Plano de saúde é obrigado a cobrir terapias para criança autista, decide Justiça
Uma recente decisão da Justiça determinou que planos de saúde devem custear terapias necessárias para o tratamento de crianças com Transtorno do Espectro Autista (TEA), reforçando a obrigação das operadoras em garantir a cobertura integral de tratamentos específicos para esse público. A sentença trouxe alívio para muitas famílias que enfrentam dificuldades com os altos custos das terapias essenciais para o desenvolvimento e bem-estar das crianças diagnosticadas com TEA.
A luta pelo direito ao tratamento completo
A decisão judicial veio após uma família recorrer ao Judiciário para assegurar que o plano de saúde arcasse com as terapias recomendadas pelo médico da criança.
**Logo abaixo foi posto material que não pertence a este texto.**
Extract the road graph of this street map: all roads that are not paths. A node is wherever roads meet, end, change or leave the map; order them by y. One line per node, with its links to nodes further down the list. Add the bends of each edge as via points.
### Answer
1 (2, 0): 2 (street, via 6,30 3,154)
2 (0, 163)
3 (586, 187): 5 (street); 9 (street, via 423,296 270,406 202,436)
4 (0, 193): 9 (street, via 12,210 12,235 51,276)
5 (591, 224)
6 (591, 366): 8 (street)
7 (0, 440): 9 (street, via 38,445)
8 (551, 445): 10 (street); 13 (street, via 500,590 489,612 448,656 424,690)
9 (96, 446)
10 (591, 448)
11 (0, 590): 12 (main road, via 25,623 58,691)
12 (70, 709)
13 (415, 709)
Essas terapias incluem tratamentos com fonoaudiólogo, psicólogo, terapeuta ocupacional, entre outros, indispensáveis para o progresso no desenvolvimento cognitivo e social do menor.
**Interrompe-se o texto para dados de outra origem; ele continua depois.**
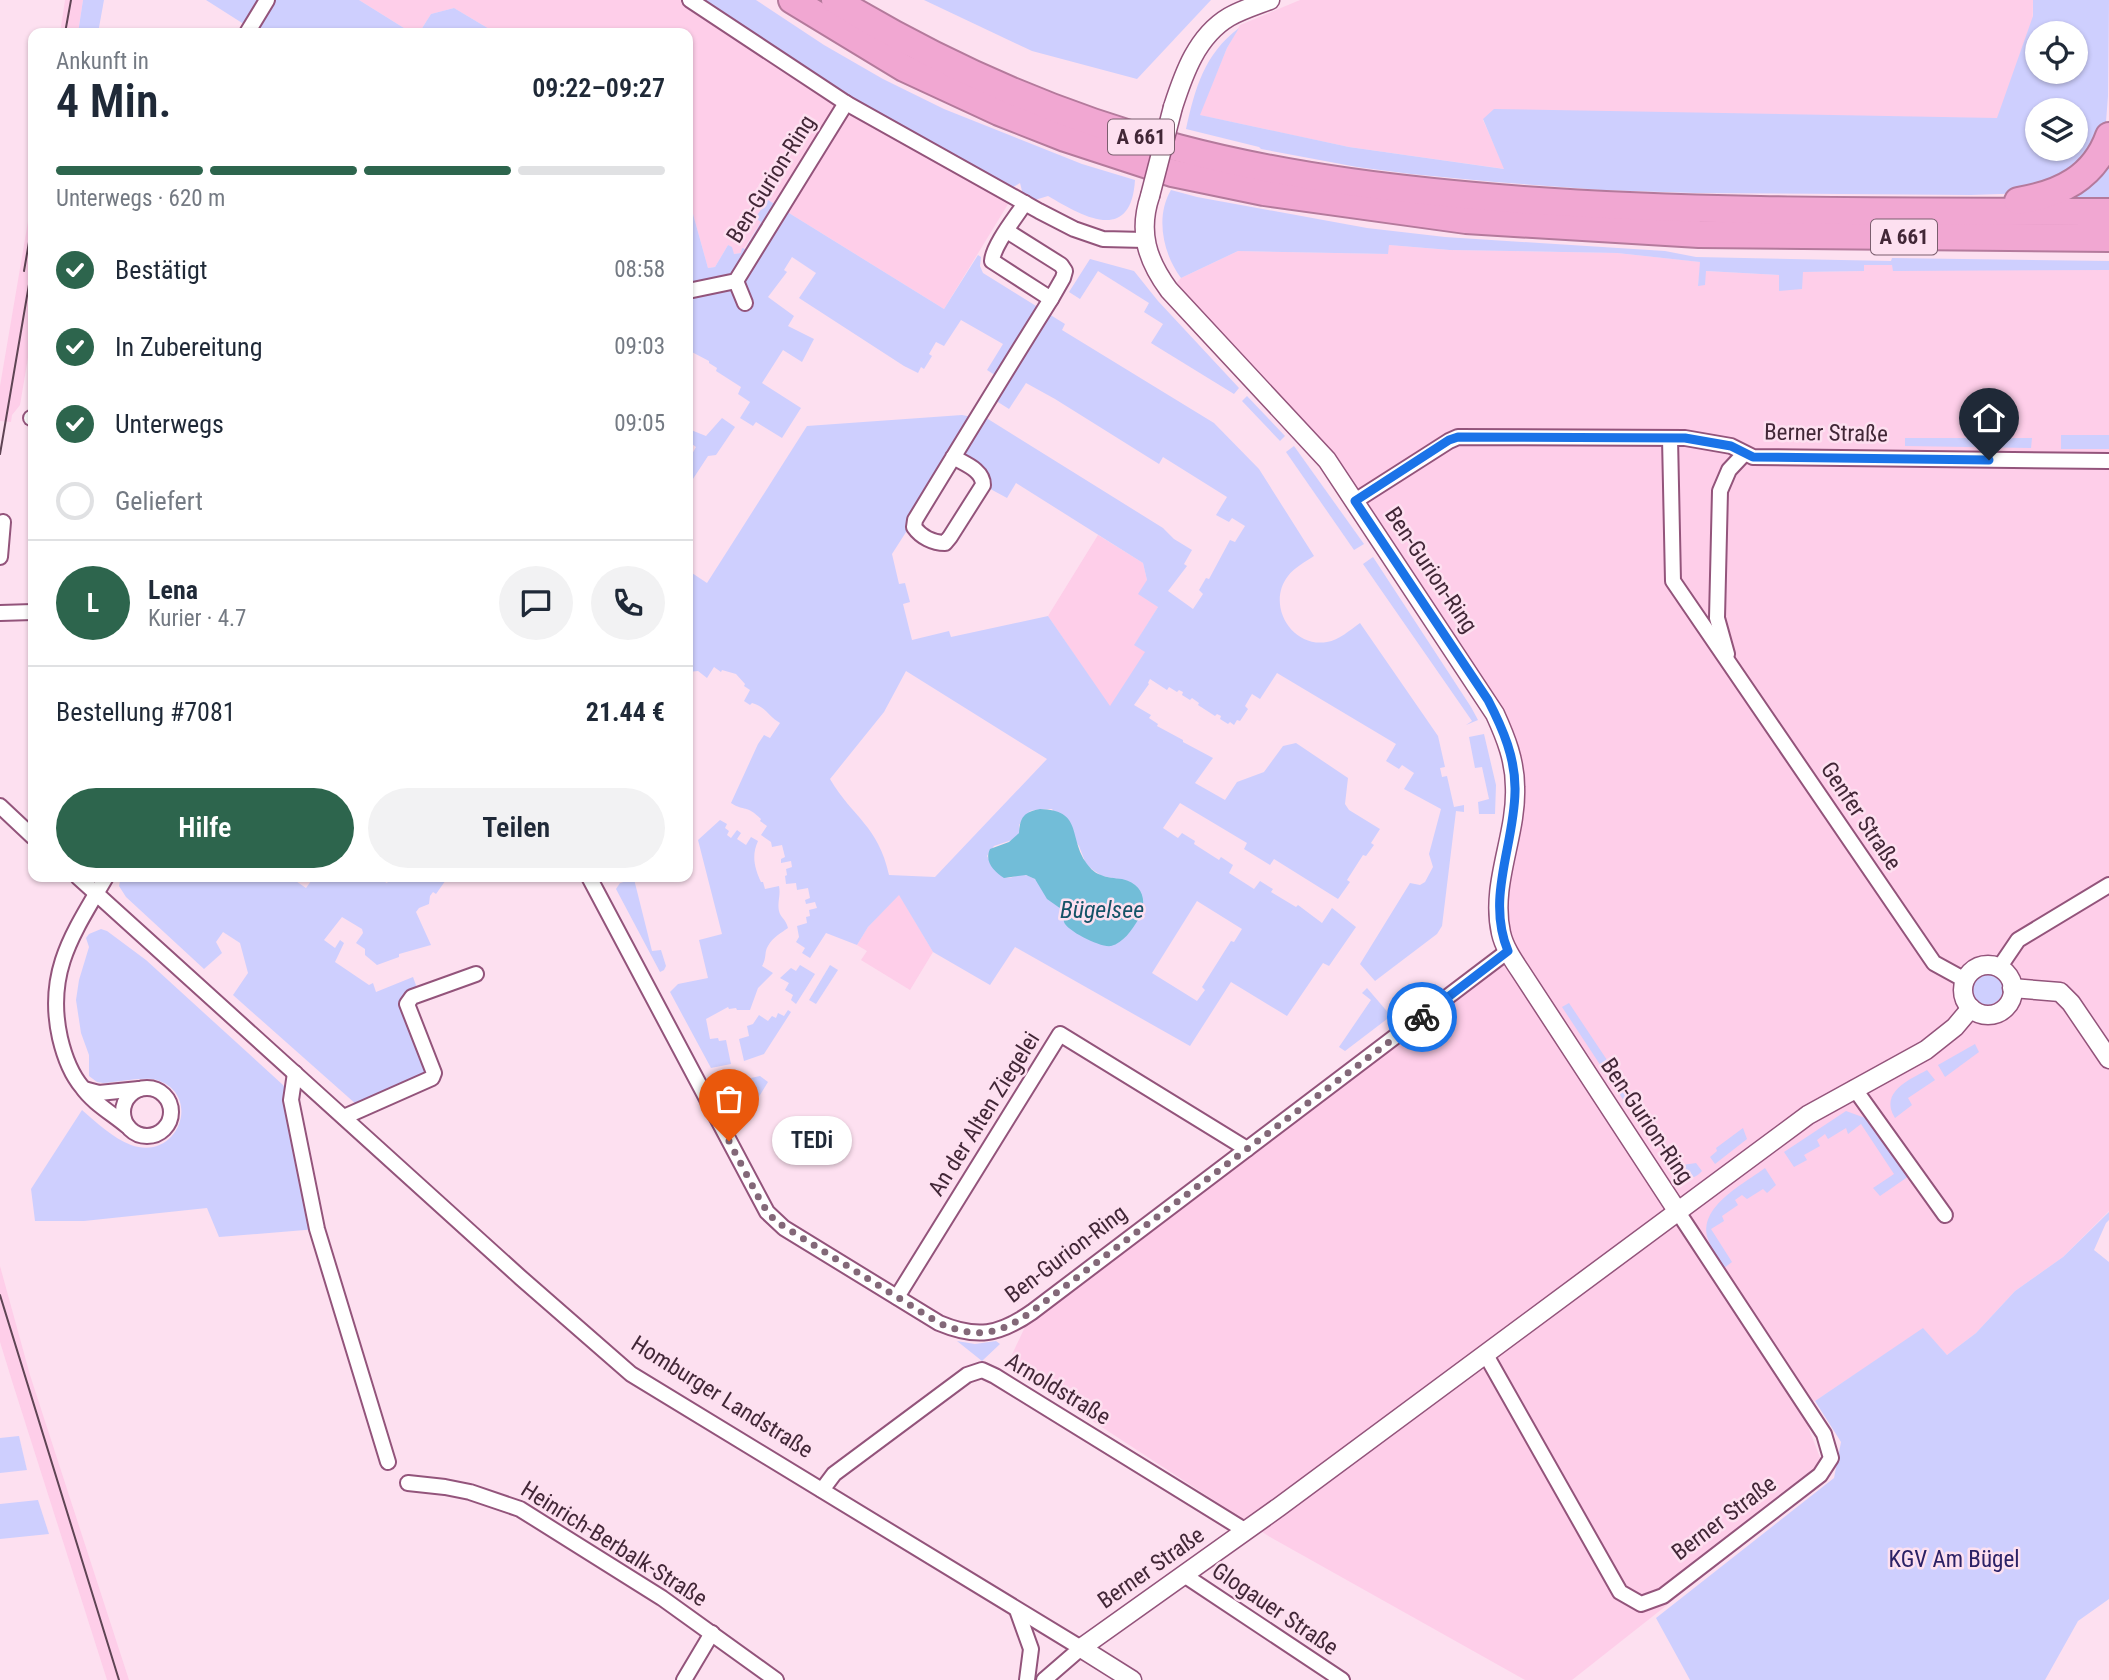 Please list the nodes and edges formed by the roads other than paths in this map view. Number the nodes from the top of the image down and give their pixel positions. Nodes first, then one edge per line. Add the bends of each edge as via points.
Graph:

Em sua defesa, o plano de saúde argumentou que a cobertura das terapias estava limitada ao rol de procedimentos estabelecido pela Agência Nacional de Saúde Suplementar (ANS). No entanto, o juiz responsável pelo caso considerou que, mesmo que algumas terapias não estejam explicitamente listadas no rol da ANS, elas são imprescindíveis para garantir o tratamento adequado e o desenvolvimento saudável da criança com TEA.
“É inaceitável que uma criança autista tenha que abrir mão de tratamentos essenciais por questões burocráticas”, afirmou o magistrado na decisão. Ele ressaltou que a negativa de cobertura viola o direito à saúde e à dignidade da criança, princípios garantidos pela Constituição Federal e pelo Estatuto da Criança e do Adolescente.
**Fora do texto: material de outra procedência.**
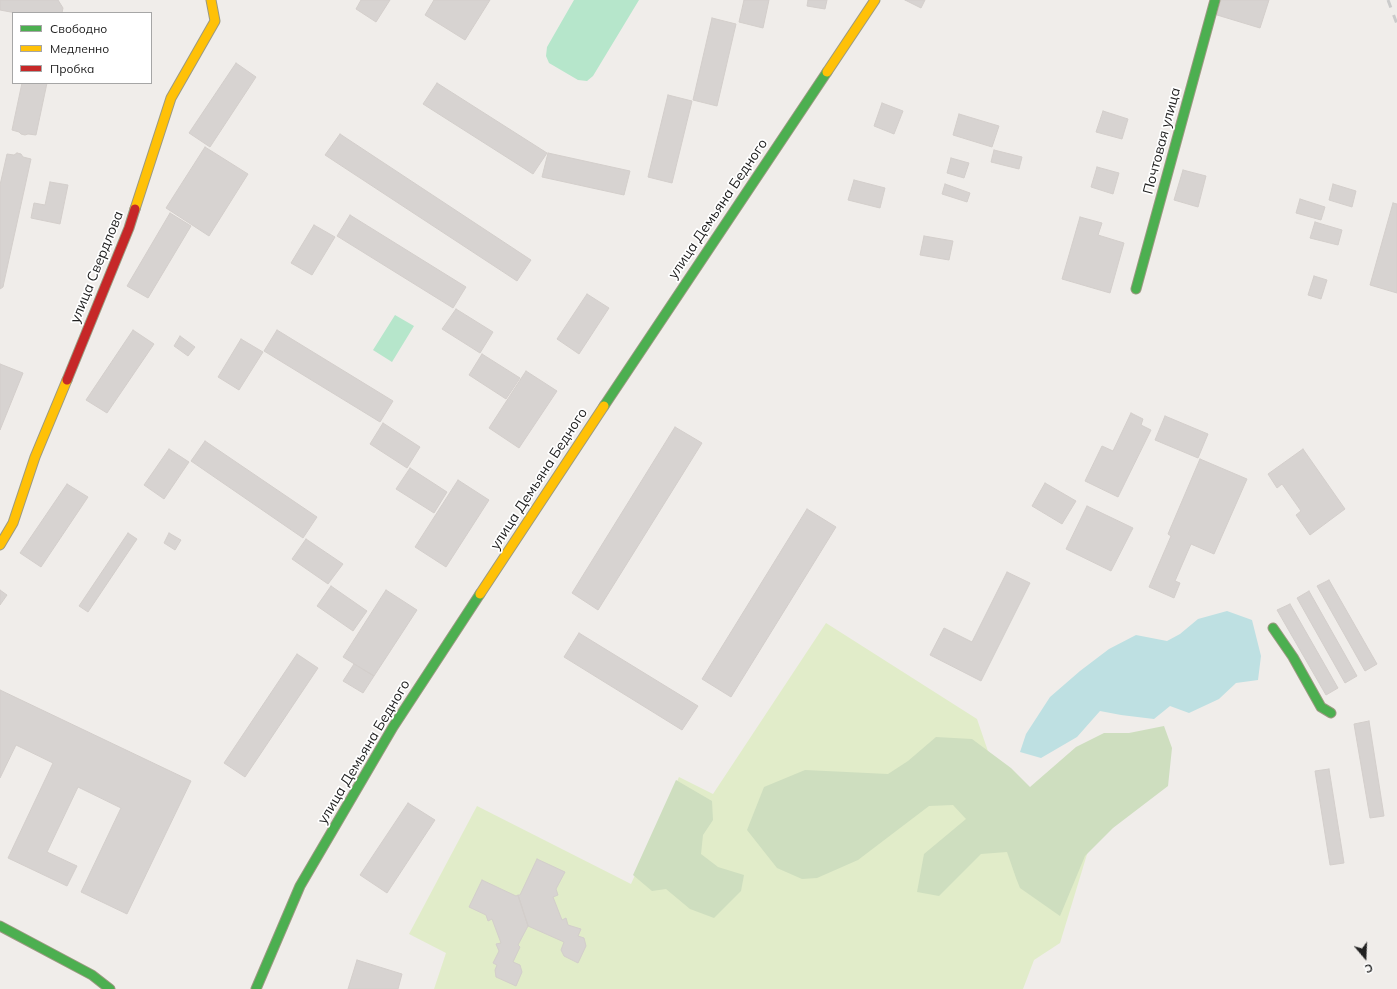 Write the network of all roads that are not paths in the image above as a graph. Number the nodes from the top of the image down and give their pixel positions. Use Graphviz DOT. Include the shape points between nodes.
graph roads {
  1 [pos="211,0"];
  2 [pos="875,0"];
  3 [pos="1215,0"];
  4 [pos="1136,289"];
  5 [pos="0,545"];
  6 [pos="1273,628"];
  7 [pos="1331,713"];
  8 [pos="0,926"];
  9 [pos="92,975"];
  10 [pos="99,989"];
  11 [pos="110,989"];
  12 [pos="256,989"];
  1 -- 5 [label="main road, улица Свердлова" via="215,21 171,98 129,228 35,457 13,523"];
  2 -- 12 [label="main road, улица Демьяна Бедного" via="393,727 300,886"];
  3 -- 4 [label="main road, Почтовая улица"];
  6 -- 7 [label="main road" via="1293,657 1321,707"];
  8 -- 9 [label="main road"];
  9 -- 10 [label="main road"];
  9 -- 11 [label="main road"];
}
O impacto da decisão para outras famílias
A sentença tem um peso especial porque estabelece um precedente para outras ações judiciais similares em todo o país. Muitas famílias de crianças autistas enfrentam dificuldades para obter cobertura integral de terapias que, muitas vezes, representam altos custos mensais. A decisão reacende o debate sobre o papel dos planos de saúde no cumprimento de sua função social e na necessidade de uma regulamentação mais inclusiva que atenda a casos de saúde mental e condições como o autismo.
Segundo especialistas em Direito à Saúde, a decisão abre um caminho importante para que outros juízes interpretem o rol da ANS como um indicativo mínimo e não como uma lista exaustiva. Isso significa que as operadoras de saúde podem ser obrigadas a custear terapias que não constam no rol da ANS, desde que devidamente prescritas e necessárias para o tratamento da condição do paciente.
Direitos garantidos, burocracia enfrentada
Essa não é a primeira vez que a Justiça é acionada para garantir direitos de pacientes com TEA. Em 2022, o Superior Tribunal de Justiça (STJ) já havia decidido que o rol da ANS tem caráter exemplificativo, o que abriu margem para que tratamentos fora da lista obrigatória fossem garantidos aos beneficiários de planos de saúde, mediante recomendação médica.
No entanto, ainda há um longo caminho a percorrer, já que muitos planos de saúde recorrem para evitar a cobertura de terapias que consideram onerosas. Para as famílias, essa luta envolve não apenas a busca por um tratamento adequado, mas também a superação de barreiras burocráticas que acabam prejudicando o desenvolvimento das crianças.
“A saúde é um direito de todos e um dever do Estado, e isso inclui a regulação de serviços privados”, explica a advogada de saúde Renata Mendes, que representa a família beneficiada pela decisão judicial. Ela destaca que a falta de cobertura dos planos para terapias específicas impõe um fardo financeiro insustentável para muitas famílias e pode comprometer o desenvolvimento e a qualidade de vida das crianças com autismo.
O caminho para uma regulamentação mais inclusiva
Entidades ligadas aos direitos das pessoas com deficiência, como o Instituto Autismo & Sociedade, apontam a necessidade urgente de uma revisão nas normas que regulamentam os planos de saúde no Brasil. Segundo a entidade, a inclusão de terapias específicas para o autismo na cobertura dos planos é fundamental para assegurar que todas as crianças autistas tenham acesso a um desenvolvimento pleno e saudável.
Especialistas também defendem que a ANS amplie o rol de procedimentos, incluindo terapias multidisciplinares para TEA. Essa atualização poderia minimizar a necessidade de ações judiciais, garantindo que o direito à saúde das crianças autistas seja respeitado de forma ampla.
“A regulamentação atual já não acompanha a demanda e os avanços no tratamento do autismo e outras condições similares. Atualizar o rol de procedimentos da ANS e alinhar a cobertura dos planos de saúde com as necessidades reais dos pacientes é essencial para um sistema mais justo e inclusivo”, afirma o psicólogo e pesquisador Rafael Campos, que atua na área de políticas de saúde.